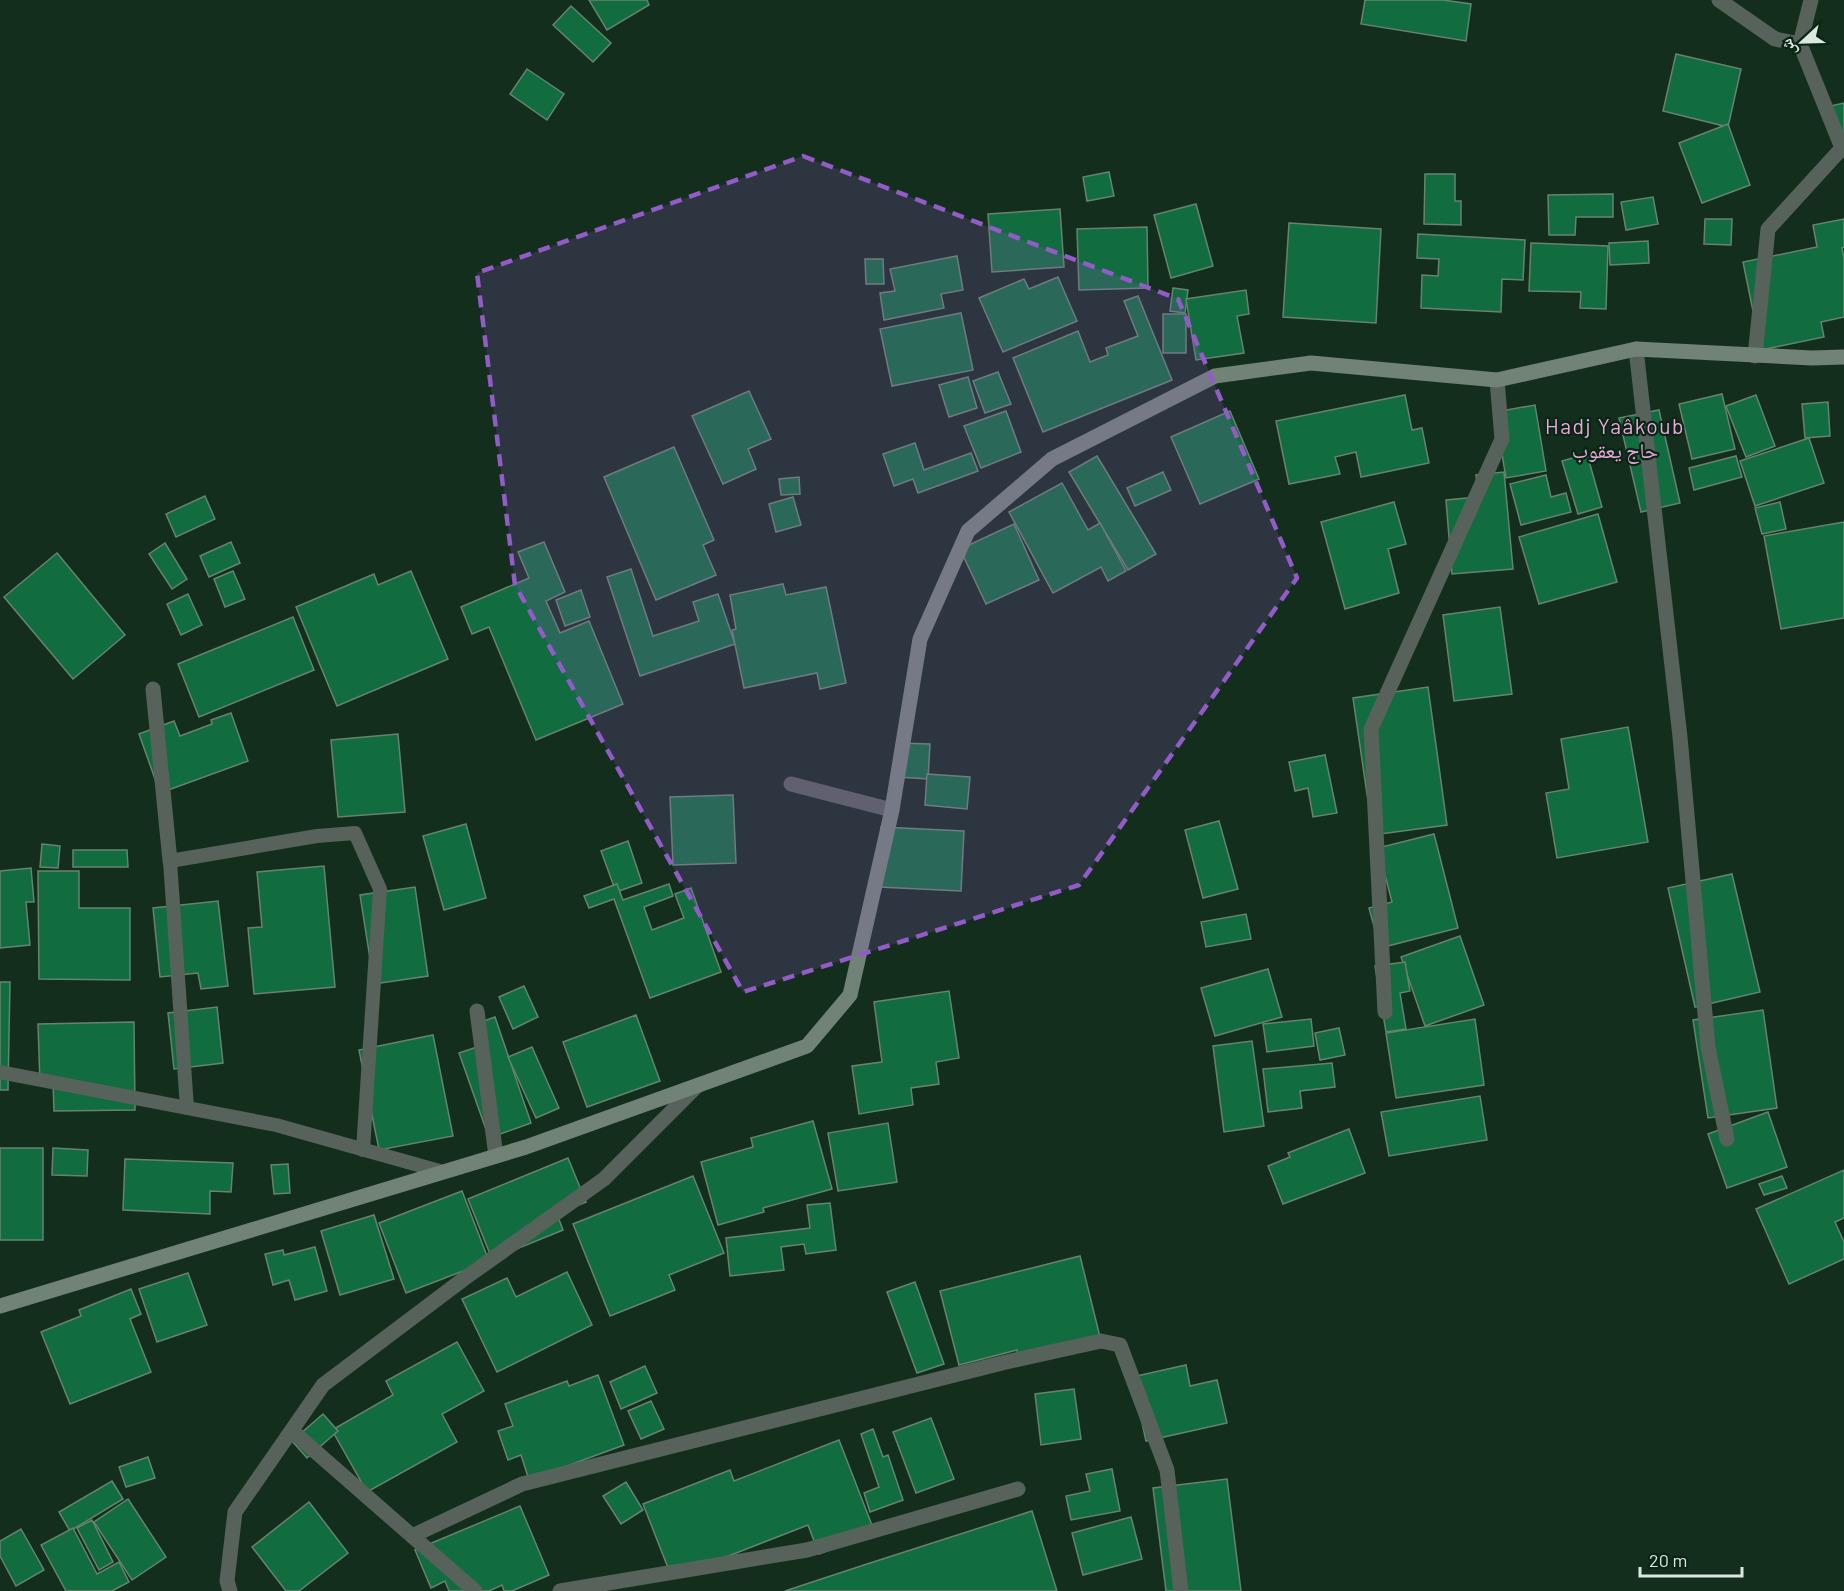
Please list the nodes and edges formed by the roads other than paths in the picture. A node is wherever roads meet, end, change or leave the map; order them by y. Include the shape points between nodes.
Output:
1 (1719, 0) edge
2 (1811, 0) edge
3 (1800, 44) junction
4 (1843, 149) edge
5 (1636, 350) junction
6 (1755, 356) junction
7 (1844, 357) edge
8 (1497, 380) junction
9 (153, 689) dead end
10 (791, 784) dead end
11 (892, 810) junction
12 (170, 861) junction
13 (477, 1011) dead end
14 (1385, 1012) dead end
15 (0, 1072) edge
16 (697, 1086) junction
17 (187, 1108) junction
18 (1727, 1139) dead end
19 (363, 1150) junction
20 (496, 1156) junction
21 (443, 1172) junction
22 (0, 1306) edge
23 (292, 1431) junction
24 (1018, 1489) dead end
25 (412, 1536) junction
26 (230, 1591) edge
27 (475, 1591) edge
28 (560, 1591) edge
29 (1181, 1591) edge

1 - 3 street via 1775,39
2 - 3 street
3 - 4 street
4 - 6 street via 1768,229
5 - 6 street
5 - 8 street
5 - 18 street via 1680,737 1708,1047
6 - 7 street
8 - 11 street via 1311,363 1215,376 1052,459 968,531 920,639
8 - 14 street via 1502,439 1371,729
9 - 12 street
10 - 11 street
11 - 16 street via 850,995 807,1046
12 - 17 lane
12 - 19 lane via 355,833 380,889
13 - 20 street
15 - 17 lane
16 - 20 street
16 - 23 street via 604,1179 323,1385
17 - 19 lane via 276,1125
19 - 21 lane
20 - 21 street
21 - 22 street
23 - 25 street
23 - 26 street via 236,1512 227,1581
24 - 28 street via 807,1550
25 - 27 street
25 - 29 street via 522,1484 1101,1341 1120,1345 1167,1470

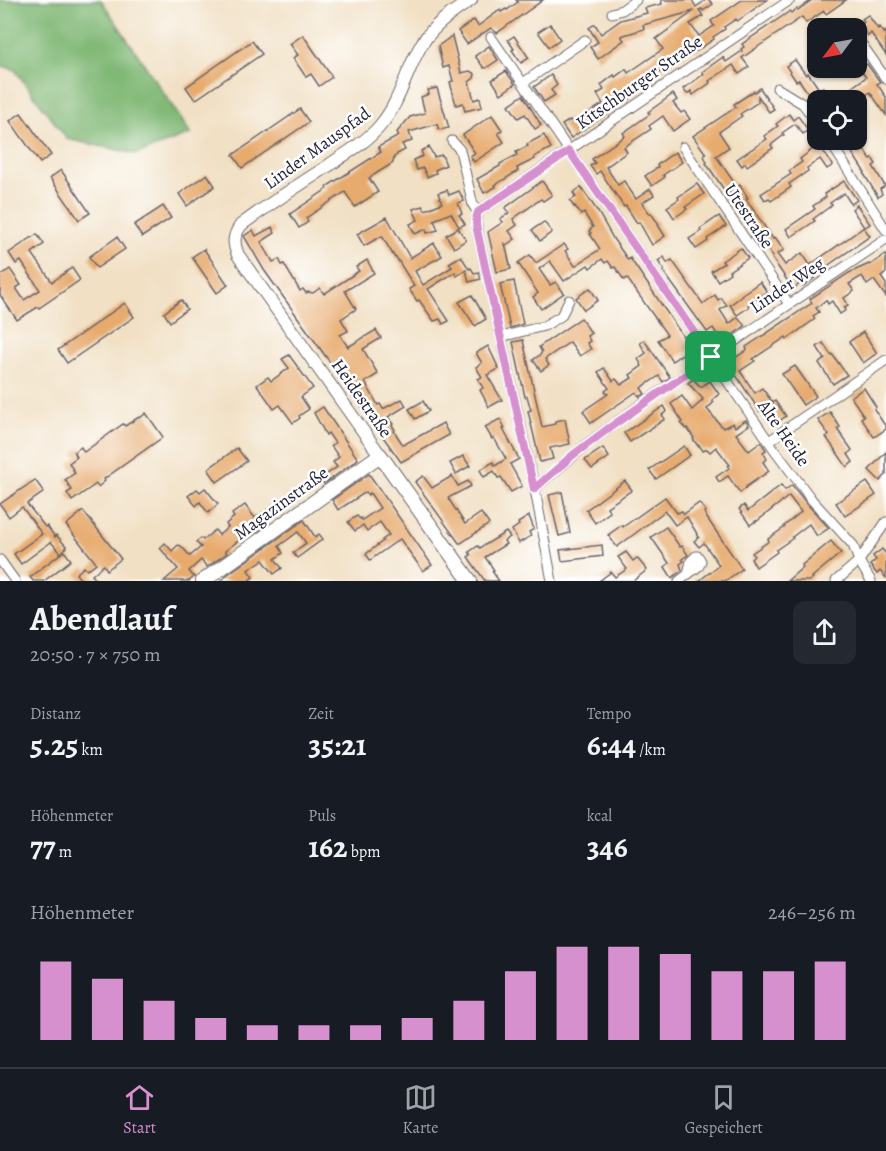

⁂

§ TASK ITEM: Count every line in the listing where the string "lane" occurs. Give the total alone.

§ WRITTEN ANSWER: 5